Exercise details —
Each word in the data below should be copied exactly; the images should not.

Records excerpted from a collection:

———

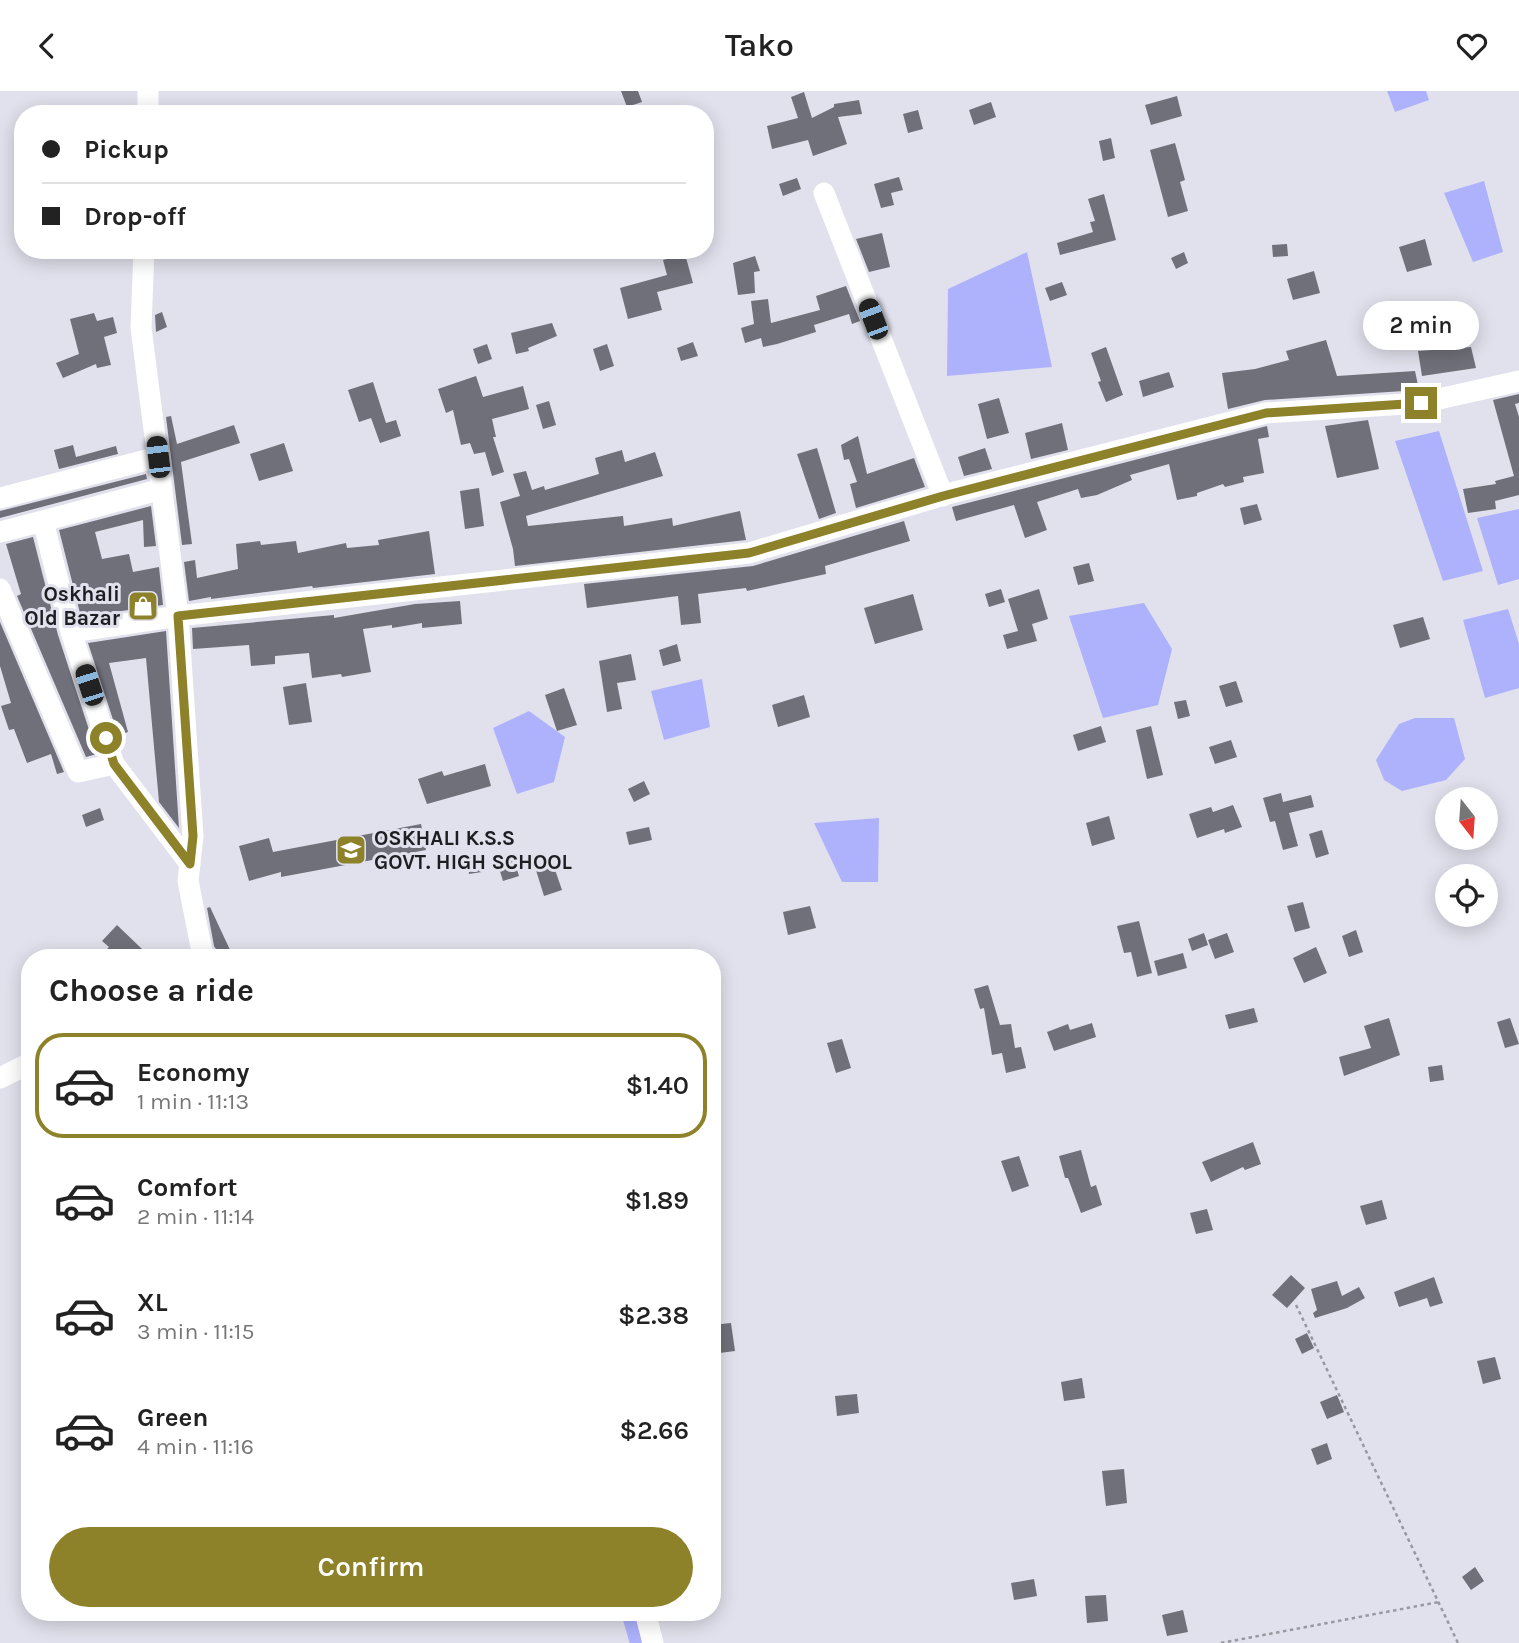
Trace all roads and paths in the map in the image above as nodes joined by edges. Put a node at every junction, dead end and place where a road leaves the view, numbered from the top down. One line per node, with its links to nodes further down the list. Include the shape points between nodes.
1 (824, 193): 6 (street)
2 (144, 259): 4 (street, via 141,328)
3 (1519, 381): 6 (street, via 1421,403 1266,413)
4 (158, 457): 5 (street); 7 (street)
5 (162, 489): 8 (street); 11 (street)
6 (943, 496): 11 (street, via 749,553)
7 (0, 498)
8 (43, 521): 9 (street); 12 (street)
9 (0, 532)
10 (0, 589): 13 (street, via 78,772)
11 (178, 616): 12 (street); 14 (street, via 193,836)
12 (71, 632): 13 (street)
13 (114, 764): 14 (street)
14 (190, 864): 15 (street, via 188,881)
15 (201, 949)
16 (21, 1068): 17 (street)
17 (0, 1078)
18 (1296, 1305): 19 (path)
19 (1439, 1602): 22 (path); 23 (path)
20 (647, 1621): 21 (street)
21 (653, 1643)
22 (1221, 1643)
23 (1458, 1643)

———

Result of this task —
Trace all roads and paths in the map in the image above as nodes joined by edges. Put a node at every junction, dead end and place where a road leaves the view, numbered from the top down. One line per node, with its links to nodes further down the list. Include the shape points between nodes.
1 (824, 193): 6 (street)
2 (144, 259): 4 (street, via 141,328)
3 (1519, 381): 6 (street, via 1421,403 1266,413)
4 (158, 457): 5 (street); 7 (street)
5 (162, 489): 8 (street); 11 (street)
6 (943, 496): 11 (street, via 749,553)
7 (0, 498)
8 (43, 521): 9 (street); 12 (street)
9 (0, 532)
10 (0, 589): 13 (street, via 78,772)
11 (178, 616): 12 (street); 14 (street, via 193,836)
12 (71, 632): 13 (street)
13 (114, 764): 14 (street)
14 (190, 864): 15 (street, via 188,881)
15 (201, 949)
16 (21, 1068): 17 (street)
17 (0, 1078)
18 (1296, 1305): 19 (path)
19 (1439, 1602): 22 (path); 23 (path)
20 (647, 1621): 21 (street)
21 (653, 1643)
22 (1221, 1643)
23 (1458, 1643)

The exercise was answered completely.